A new generation of highly persuasive deepfakes designed to manipulate and confuse the public is worming its way through the internet. We may think we are invulnerable, but the sophistication of this new breed is likely to catch even the savviest of us out — in fact, it has probably already done so.

Today’s deepfakes are more than just Twitter accounts controlled by robots or manipulated videos of real people in the public eye. They are being designed to pass as unremarkable ordinary people, or journalists. Take the case of Oliver Taylor, a coffee-loving politics junkie who writes freelance editorials for the Jerusalem Post and the Times of Israel. Or so the world thought until a Reuters article in July noted that, despite his ample online footprint and convincing profile picture, “Taylor” does not exist.

It is not clear who was behind the fake persona, masquerading as a real person. The technology to generate deepfakes is now so accessible and cheap he could as easily have been generated by a hostile nation state or a teenage prankster in a basement. 

His mission was seemingly to dupe editors into printing stories that promoted his agenda and built credibility for his profile. He was only exposed after an academic he had accused of being a terrorist sympathiser followed up on a hunch that something didn’t feel right about his bio and picture and began to make inquiries. But for that, “Taylor” could still be going about his business unmasked.

Despite an ample online footprint and convincing profile picture, freelance writer Oliver Taylor turned out to be a deepfake © Cyabra/Reuters

His exposure is probably only the tip of the iceberg. In today’s online environment, especially now that working-from-home arrangements mean new professional relationships are being forged exclusively online, we can no longer be sure who we are dealing with.
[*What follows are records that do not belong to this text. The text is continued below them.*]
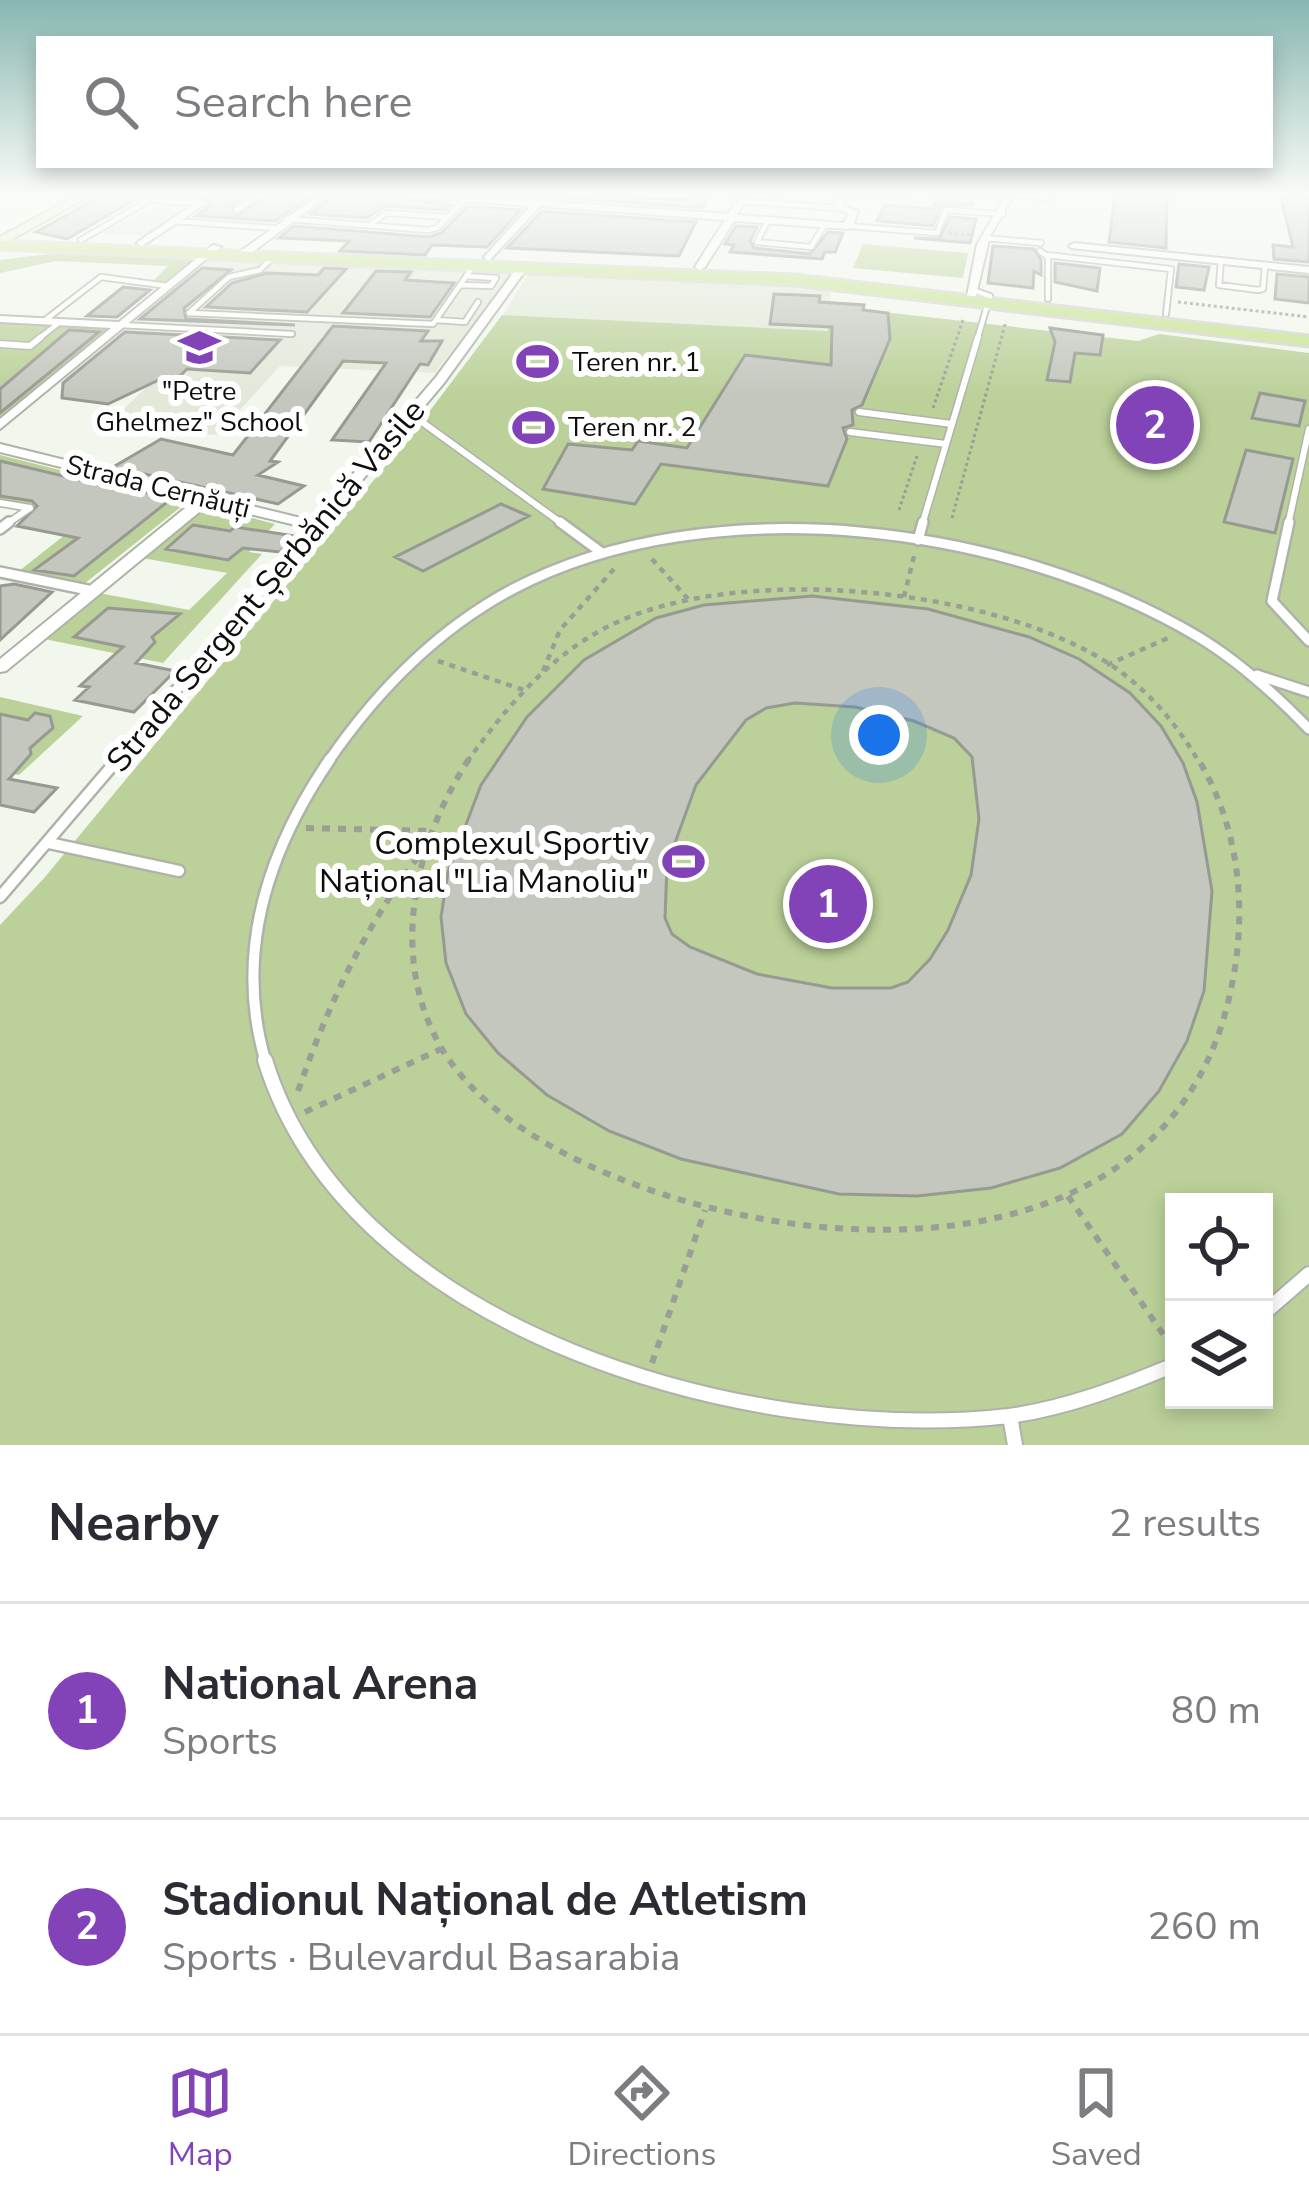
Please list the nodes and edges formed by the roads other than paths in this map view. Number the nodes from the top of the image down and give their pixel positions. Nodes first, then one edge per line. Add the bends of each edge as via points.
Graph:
1 (197, 261) edge
2 (269, 261) edge
3 (384, 261) edge
4 (401, 261) edge
5 (480, 261) edge
6 (703, 261) edge
7 (982, 261) edge
8 (1043, 261) edge
9 (1120, 261) edge
10 (1221, 261) edge
11 (1233, 261) edge
12 (1264, 265) junction
13 (476, 266) junction
14 (523, 267) junction
15 (700, 267) junction
16 (1309, 270) edge
17 (460, 285) junction
18 (168, 286) junction
19 (978, 297) junction
20 (1048, 299) junction
21 (478, 302) dead end
22 (1166, 314) junction
23 (0, 319) edge
24 (436, 320) junction
25 (44, 321) junction
26 (60, 322) junction
27 (121, 325) junction
28 (1309, 332) edge
29 (292, 334) dead end
30 (1309, 341) edge
31 (0, 344) edge
32 (859, 412) dead end
33 (411, 414) junction
34 (952, 424) junction
35 (0, 425) edge
36 (1309, 429) edge
37 (850, 432) dead end
38 (946, 444) junction
39 (0, 448) edge
40 (1307, 449) edge
41 (206, 499) junction
42 (0, 503) edge
43 (316, 526) junction
44 (0, 529) edge
45 (918, 540) junction
46 (602, 553) junction
47 (0, 572) edge
48 (93, 591) junction
49 (1309, 640) edge
50 (0, 667) edge
51 (1252, 673) junction
52 (1309, 692) edge
53 (1309, 729) edge
54 (49, 843) junction
55 (179, 871) dead end
56 (0, 897) edge
57 (1309, 1274) edge
58 (1273, 1304) edge
59 (1165, 1369) edge
60 (1010, 1416) junction
61 (1015, 1445) edge

1 - 18 street
2 - 24 lane via 229,277 189,313
3 - 13 main road
4 - 13 main road
5 - 13 street
6 - 15 street
7 - 19 street
8 - 20 lane
9 - 22 lane via 1172,269
10 - 12 lane via 1220,285 1258,290
11 - 12 street
12 - 16 street
13 - 14 main road
13 - 15 main road
13 - 17 lane
13 - 17 lane via 496,278 490,286
14 - 19 main road
14 - 33 street, Strada Sergent Șerbănică Vasile
15 - 19 main road via 822,274
17 - 24 lane
18 - 25 lane via 101,278
18 - 27 street
19 - 20 main road
19 - 30 main road
19 - 34 lane
20 - 22 main road
21 - 24 lane via 465,322
22 - 28 main road
23 - 25 street
25 - 26 street
26 - 27 street
26 - 31 lane via 30,346
27 - 29 lane
27 - 35 street
32 - 34 lane
33 - 43 street, Strada Sergent Șerbănică Vasile
33 - 46 lane
34 - 38 lane
36 - 40 lane
37 - 38 lane
38 - 45 lane
39 - 41 street, Strada Cernăuți
40 - 49 lane via 1272,601
41 - 43 street, Strada Cernăuți
41 - 48 street
42 - 44 lane via 30,508
43 - 54 lane, Strada Sergent Șerbănică Vasile
45 - 46 lane via 798,530 705,534
45 - 51 lane via 1055,572 1144,606
46 - 60 lane via 512,590 420,655 351,729 289,827 258,915 252,987 255,1030 289,1120 336,1189 392,1244 553,1345 737,1402 852,1417
47 - 48 lane
48 - 50 street
51 - 52 lane
51 - 53 lane
54 - 55 lane
54 - 56 lane, Strada Sergent Șerbănică Vasile
57 - 58 lane
59 - 60 lane
60 - 61 lane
Some deepfakes could be masking human agents. But others, more worryingly, may be being powered by artificial intelligence programs crafted to take advantage of the personal data we shed online to pinpoint our vulnerabilities, befriend us, and then manipulate us into doing their bidding. They are sinister precisely because they know us, and our weaknesses, so well. 
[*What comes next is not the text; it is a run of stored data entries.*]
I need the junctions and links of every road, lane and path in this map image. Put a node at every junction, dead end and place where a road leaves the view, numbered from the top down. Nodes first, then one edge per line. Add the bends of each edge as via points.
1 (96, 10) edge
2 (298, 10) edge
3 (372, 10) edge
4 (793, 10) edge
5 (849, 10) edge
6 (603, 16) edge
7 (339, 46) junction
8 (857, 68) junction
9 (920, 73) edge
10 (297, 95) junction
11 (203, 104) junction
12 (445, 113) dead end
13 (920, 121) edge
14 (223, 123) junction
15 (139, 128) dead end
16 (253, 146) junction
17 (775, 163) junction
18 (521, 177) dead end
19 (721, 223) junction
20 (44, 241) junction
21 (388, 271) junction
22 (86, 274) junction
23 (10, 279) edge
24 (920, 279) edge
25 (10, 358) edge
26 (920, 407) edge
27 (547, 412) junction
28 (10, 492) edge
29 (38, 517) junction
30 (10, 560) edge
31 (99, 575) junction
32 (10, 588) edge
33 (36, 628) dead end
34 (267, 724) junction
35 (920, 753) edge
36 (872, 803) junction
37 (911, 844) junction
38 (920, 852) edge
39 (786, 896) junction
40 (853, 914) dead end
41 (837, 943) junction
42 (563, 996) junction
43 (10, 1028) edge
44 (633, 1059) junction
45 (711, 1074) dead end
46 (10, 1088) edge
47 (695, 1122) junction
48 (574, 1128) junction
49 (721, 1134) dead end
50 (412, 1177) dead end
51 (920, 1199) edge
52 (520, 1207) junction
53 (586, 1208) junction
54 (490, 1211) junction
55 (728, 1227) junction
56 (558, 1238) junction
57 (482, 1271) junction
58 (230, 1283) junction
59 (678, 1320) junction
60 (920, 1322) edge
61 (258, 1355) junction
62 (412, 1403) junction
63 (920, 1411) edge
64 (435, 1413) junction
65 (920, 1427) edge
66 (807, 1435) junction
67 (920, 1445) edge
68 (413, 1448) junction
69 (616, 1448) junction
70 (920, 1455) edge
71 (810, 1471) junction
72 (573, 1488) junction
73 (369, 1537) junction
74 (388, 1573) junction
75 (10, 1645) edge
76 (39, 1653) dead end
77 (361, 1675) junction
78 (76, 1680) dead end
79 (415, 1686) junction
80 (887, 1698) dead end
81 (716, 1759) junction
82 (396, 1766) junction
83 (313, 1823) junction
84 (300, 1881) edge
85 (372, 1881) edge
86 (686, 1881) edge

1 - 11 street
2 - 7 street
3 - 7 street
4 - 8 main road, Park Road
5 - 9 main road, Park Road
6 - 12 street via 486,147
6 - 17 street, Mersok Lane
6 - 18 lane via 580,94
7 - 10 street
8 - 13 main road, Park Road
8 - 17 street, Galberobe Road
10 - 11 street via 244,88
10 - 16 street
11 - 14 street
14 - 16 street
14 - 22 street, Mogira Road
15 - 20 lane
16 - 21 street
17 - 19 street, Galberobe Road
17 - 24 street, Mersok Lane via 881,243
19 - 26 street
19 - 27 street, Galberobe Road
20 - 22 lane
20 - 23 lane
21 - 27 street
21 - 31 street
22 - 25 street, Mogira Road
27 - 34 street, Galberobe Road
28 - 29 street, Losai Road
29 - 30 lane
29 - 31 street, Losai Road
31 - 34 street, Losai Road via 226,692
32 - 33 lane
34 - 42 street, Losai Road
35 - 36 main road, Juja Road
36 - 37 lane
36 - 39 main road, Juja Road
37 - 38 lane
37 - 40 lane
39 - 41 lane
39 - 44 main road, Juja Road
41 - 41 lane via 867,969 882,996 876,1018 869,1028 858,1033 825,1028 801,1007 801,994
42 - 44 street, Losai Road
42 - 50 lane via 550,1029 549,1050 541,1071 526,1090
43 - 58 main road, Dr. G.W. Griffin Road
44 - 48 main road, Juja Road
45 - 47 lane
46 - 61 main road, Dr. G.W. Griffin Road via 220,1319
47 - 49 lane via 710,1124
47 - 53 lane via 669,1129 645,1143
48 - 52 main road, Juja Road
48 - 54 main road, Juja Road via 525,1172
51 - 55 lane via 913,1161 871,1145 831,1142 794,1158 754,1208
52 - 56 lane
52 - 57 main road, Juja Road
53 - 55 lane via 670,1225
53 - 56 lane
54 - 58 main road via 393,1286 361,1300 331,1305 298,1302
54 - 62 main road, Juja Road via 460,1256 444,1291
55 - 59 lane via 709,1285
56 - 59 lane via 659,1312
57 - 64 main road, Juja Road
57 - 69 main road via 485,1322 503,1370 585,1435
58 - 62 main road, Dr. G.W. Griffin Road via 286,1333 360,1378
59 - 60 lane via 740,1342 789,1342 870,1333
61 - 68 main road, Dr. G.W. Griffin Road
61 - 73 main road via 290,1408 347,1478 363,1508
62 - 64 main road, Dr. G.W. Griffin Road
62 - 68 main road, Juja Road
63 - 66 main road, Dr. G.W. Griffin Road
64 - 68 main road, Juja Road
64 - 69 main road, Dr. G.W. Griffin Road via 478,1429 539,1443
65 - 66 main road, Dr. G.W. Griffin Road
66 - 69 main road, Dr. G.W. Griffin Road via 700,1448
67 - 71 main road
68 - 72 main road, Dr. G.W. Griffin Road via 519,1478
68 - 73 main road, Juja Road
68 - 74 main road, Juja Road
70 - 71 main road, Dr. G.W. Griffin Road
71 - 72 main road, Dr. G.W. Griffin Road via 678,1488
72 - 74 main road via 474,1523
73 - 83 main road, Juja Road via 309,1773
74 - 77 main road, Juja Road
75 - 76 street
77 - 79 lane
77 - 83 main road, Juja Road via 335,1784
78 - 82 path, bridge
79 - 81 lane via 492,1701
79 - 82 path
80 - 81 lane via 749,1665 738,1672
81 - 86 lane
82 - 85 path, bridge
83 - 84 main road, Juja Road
We lack defences against these programs because much of the information that powers them is already out there, being used by private sector algorithms for marketing and advertising. While privacy legislation helps, it cannot protect us entirely because so much of the information that makes us vulnerable is voluntarily given up.

The US is particularly vulnerable due to laws that make domestic counter efforts legally contentious — specifically covert ones that might influence political processes, public opinion, policies or media. Rand Corporation’s Rand Waltzman says you have to go back to the 1980s and President Ronald Reagan’s Active Measures Working Group to find the last official US counter propaganda program.
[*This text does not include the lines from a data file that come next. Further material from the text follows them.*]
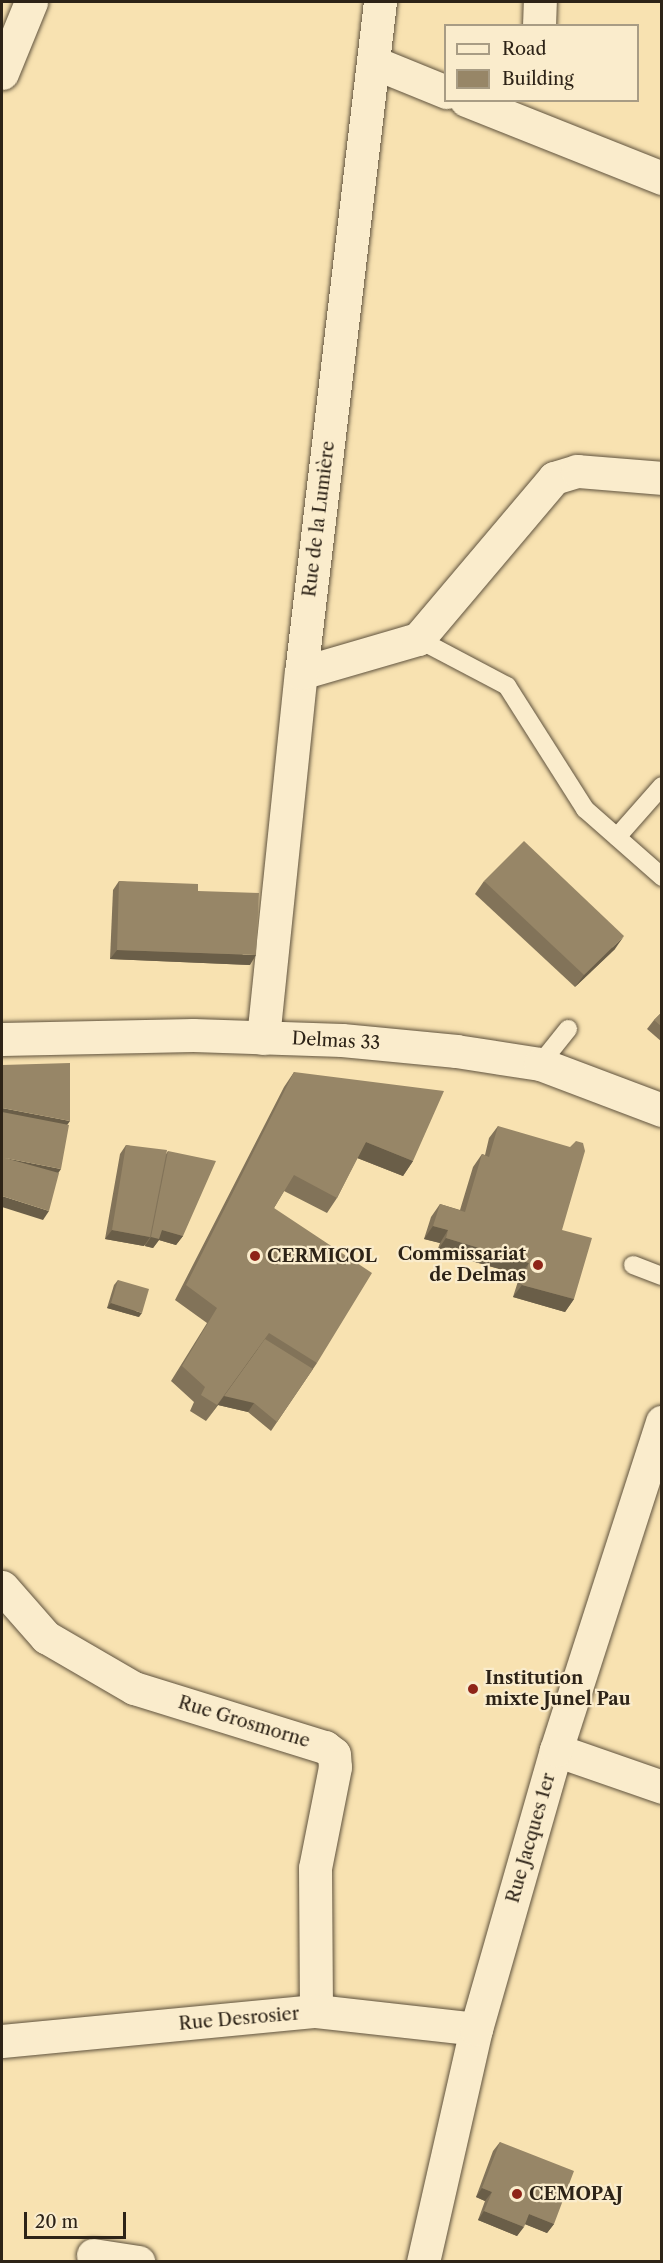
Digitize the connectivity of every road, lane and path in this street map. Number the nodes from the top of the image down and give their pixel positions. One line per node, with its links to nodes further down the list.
1 (31, 2): 6 (street)
2 (380, 2): 5 (street, Rue de la Lumière)
3 (540, 2): 4 (street)
4 (539, 24)
5 (375, 63): 7 (street); 13 (street, Rue de la Lumière)
6 (2, 73)
7 (444, 91)
8 (475, 102): 9 (street)
9 (534, 115): 10 (street)
10 (662, 178)
11 (662, 478): 12 (street)
12 (418, 639): 13 (street); 15 (lane)
13 (301, 673): 18 (street, Rue de la Lumière)
14 (662, 786): 15 (lane)
15 (617, 837): 16 (lane)
16 (662, 877)
17 (568, 1029): 20 (lane)
18 (263, 1038): 19 (street, Delmas 33); 20 (street, Delmas 33)
19 (2, 1039)
20 (540, 1064): 21 (street, Delmas 33)
21 (662, 1110)
22 (633, 1265): 23 (lane)
23 (662, 1276)
24 (662, 1422): 26 (street, Rue Jacques 1er)
25 (2, 1587): 28 (street, Rue Grosmorne)
26 (556, 1750): 27 (street); 29 (street, Rue Jacques 1er)
27 (662, 1787)
28 (316, 2011): 29 (street, Rue Desrosier); 30 (street, Rue Desrosier)
29 (476, 2029): 33 (street, Rue Jacques 1er)
30 (2, 2041)
31 (93, 2255): 32 (street)
32 (138, 2262)
33 (423, 2262)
That group was disbanded after the collapse of the Soviet Union. Its final report nonetheless warned that “as long as states and groups interested in manipulating world opinion, limiting US government actions, or generating opposition to US policies and interests continue to use these techniques, there will be a need . . . to systematically monitor, analyse, and counter them.” 

Counter-intelligence efforts by social media platforms or independent verifiers, meanwhile, can only go so far. Many online personas, especially those on platforms offering background legitimacy, such as LinkedIn, will have been cultivated for years to make them look legitimate.

LinkedIn understands the problem. Between January and June last year, the company’s artificial intelligence algorithms intercepted some 19.5m fake accounts at the registration stage alone. Another 2m were intercepted after registration, with an additional 67,000 intercepted following reports from other members. How many are getting through these filters, however, is impossible to say. 

This is why what we need to protect the vulnerable online are active measures by trusted democratic states that are committed to human rights. This means the deployment of data-mining techniques to flag up our own online vulnerabilities to us. Think of it as the deployment of trusted digital guardian angels, operating overtly and in plain sight.

Failing that, the only fallback is to hire independent white-hat hacker groups, often made up of former intelligence or military operatives who are already masters of digital disguise: a version of television’s the A-Team. Their slogan went: “If you have a problem . . . if no one else can help . . . and if you can find them . . . maybe you can hire them . . . ” But don’t hold your breath.